La sécurité des données doit être une préoccupation des industriels de l’IoT
La sécurisation des objets connectés va être rapidement très complexe avec des milliards d’objets, souvent à bas coût, pour des applications du quotidien qui pourront présenter des failles en termes de cybersécurité. La sécurisation des produits connectés, dont les dysfonctionnements pourraient avoir des impacts graves pour la sécurité des personnes, des biens ou des process, est prioritaire. Des exemples existent déjà avec la voiture autonome ou des dispositifs médicaux. L’agence européenne ENISA (Agence européenne chargée de la sécurité des réseaux et de l’information) vient de publier ses recommandations pour la protection des infrastructures critiques, « Baseline Security Recommendations for IoT », à destination des fabricants de matériels et logiciels pour l’IoT.

Afin de renforcer la sécurité de ses solutions connectées, Jérôme Boissou explique que « Legrand met en place des PIA (Privacy Impact Assessments) pour bien mesurer et minimiser l’impact des traitements de données personnelles sur la vie privée des utilisateurs. La certification ISO 27001 n’est pas suffisante, nous faisons des tests de sécurité pour chaque produit en développement et après son lancement. L’interopérabilité locale va aussi garantir un niveau de sécurité plus élevé. »

Toutefois, l’ENISA a conscience de la difficulté de la tâche à accomplir : la sécurité de l’IoT est un problème qu’il faut traiter maintenant et à tous les niveaux. Sinon, des attaques par déni de service (DDoS), en surchargeant de données la bande passante de serveurs, risquent de se multiplier à partir de caméras ou serrures connectées mal protégées.

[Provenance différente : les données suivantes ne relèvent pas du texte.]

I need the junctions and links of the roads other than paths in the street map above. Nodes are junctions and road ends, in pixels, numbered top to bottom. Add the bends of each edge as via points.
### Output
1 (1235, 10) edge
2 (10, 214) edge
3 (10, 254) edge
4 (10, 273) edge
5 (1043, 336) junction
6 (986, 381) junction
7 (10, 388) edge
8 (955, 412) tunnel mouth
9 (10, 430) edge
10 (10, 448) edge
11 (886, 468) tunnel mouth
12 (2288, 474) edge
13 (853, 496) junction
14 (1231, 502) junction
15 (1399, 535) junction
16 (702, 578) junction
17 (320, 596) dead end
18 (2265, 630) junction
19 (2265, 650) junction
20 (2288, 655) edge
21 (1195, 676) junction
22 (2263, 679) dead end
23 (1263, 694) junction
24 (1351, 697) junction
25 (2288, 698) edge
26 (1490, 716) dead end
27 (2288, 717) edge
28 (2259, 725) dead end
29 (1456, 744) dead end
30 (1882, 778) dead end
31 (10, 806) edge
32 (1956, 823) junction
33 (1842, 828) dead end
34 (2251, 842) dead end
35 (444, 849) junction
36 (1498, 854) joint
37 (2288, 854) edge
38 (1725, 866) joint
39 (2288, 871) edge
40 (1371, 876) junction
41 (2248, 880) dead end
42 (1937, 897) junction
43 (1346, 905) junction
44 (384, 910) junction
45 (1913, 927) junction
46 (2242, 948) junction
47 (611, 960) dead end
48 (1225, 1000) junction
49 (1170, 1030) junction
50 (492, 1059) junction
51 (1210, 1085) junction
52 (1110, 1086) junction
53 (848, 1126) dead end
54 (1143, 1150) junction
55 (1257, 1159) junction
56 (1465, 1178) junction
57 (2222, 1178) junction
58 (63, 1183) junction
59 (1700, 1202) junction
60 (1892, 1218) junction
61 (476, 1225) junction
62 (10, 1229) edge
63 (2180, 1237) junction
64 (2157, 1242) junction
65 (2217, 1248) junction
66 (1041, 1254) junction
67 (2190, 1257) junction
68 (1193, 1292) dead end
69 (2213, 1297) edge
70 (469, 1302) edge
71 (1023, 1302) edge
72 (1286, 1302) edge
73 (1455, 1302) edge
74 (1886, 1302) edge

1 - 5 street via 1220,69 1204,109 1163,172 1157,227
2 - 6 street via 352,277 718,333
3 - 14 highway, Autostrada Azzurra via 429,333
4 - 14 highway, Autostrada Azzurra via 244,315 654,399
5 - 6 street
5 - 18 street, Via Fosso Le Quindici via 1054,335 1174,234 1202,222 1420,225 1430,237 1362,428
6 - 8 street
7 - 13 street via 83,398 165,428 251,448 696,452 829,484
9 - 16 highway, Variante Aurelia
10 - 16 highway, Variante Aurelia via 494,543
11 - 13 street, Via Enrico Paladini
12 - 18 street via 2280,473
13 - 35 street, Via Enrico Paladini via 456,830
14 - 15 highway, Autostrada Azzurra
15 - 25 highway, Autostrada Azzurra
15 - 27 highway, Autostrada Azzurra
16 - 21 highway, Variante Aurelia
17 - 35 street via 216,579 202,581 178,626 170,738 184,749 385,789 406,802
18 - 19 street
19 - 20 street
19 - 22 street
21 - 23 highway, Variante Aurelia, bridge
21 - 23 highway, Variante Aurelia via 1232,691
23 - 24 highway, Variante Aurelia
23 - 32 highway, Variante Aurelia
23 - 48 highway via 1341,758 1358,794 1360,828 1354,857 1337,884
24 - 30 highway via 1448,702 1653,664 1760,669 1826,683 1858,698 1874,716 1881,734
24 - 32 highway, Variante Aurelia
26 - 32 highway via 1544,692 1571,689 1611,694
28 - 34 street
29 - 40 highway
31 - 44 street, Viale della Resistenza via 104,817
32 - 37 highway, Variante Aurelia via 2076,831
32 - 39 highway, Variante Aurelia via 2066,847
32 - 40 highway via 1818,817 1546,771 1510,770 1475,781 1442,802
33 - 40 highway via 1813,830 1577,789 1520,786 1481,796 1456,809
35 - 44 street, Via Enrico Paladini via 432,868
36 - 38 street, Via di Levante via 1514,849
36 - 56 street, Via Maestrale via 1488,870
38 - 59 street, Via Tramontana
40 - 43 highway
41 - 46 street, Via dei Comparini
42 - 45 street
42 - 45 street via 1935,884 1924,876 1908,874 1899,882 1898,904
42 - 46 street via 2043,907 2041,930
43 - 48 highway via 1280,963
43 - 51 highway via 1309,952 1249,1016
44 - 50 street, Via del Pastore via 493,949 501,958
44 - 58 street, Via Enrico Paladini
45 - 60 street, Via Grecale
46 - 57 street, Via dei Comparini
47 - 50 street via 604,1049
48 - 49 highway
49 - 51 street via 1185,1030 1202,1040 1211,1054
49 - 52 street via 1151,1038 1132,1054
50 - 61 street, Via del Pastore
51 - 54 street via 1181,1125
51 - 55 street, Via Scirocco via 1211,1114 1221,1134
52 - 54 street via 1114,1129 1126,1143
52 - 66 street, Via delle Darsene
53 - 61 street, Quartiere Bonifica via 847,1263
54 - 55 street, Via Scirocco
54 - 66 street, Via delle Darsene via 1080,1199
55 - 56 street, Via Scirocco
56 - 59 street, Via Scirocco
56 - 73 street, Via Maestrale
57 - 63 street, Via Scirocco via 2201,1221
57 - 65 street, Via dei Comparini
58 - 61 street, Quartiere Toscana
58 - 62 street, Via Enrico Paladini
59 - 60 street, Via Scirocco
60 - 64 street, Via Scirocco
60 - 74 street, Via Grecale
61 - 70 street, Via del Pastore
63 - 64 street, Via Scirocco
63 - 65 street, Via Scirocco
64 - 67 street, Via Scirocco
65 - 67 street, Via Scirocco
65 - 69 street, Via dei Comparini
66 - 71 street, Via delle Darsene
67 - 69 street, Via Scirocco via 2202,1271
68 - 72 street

Les assistants vocaux permettent de piloter par la voix des applications comme un thermostat. (c) Legrand

Importance des IoT pour toute la filière électrique
Les solutions IoT sont mises en œuvre par des professionnels (bureaux d’études, artisans, installateurs), mais les développeurs et constructeurs doivent les accompagner pour les former (stages, journées techniques) au bâtiment connecté. Pour Bruno Capdordy, « la généralisation des objets connectés va les obliger à évoluer, mais il faut leur donner du savoir-être en plus du savoir-faire : poser les bonnes questions au client et transformer ses problèmes en solutions. »

L’Internet des Objets devrait être pour tous les acteurs de la filière électrique une évolution rapide plutôt qu’une révolution, mais surtout une chance à saisir.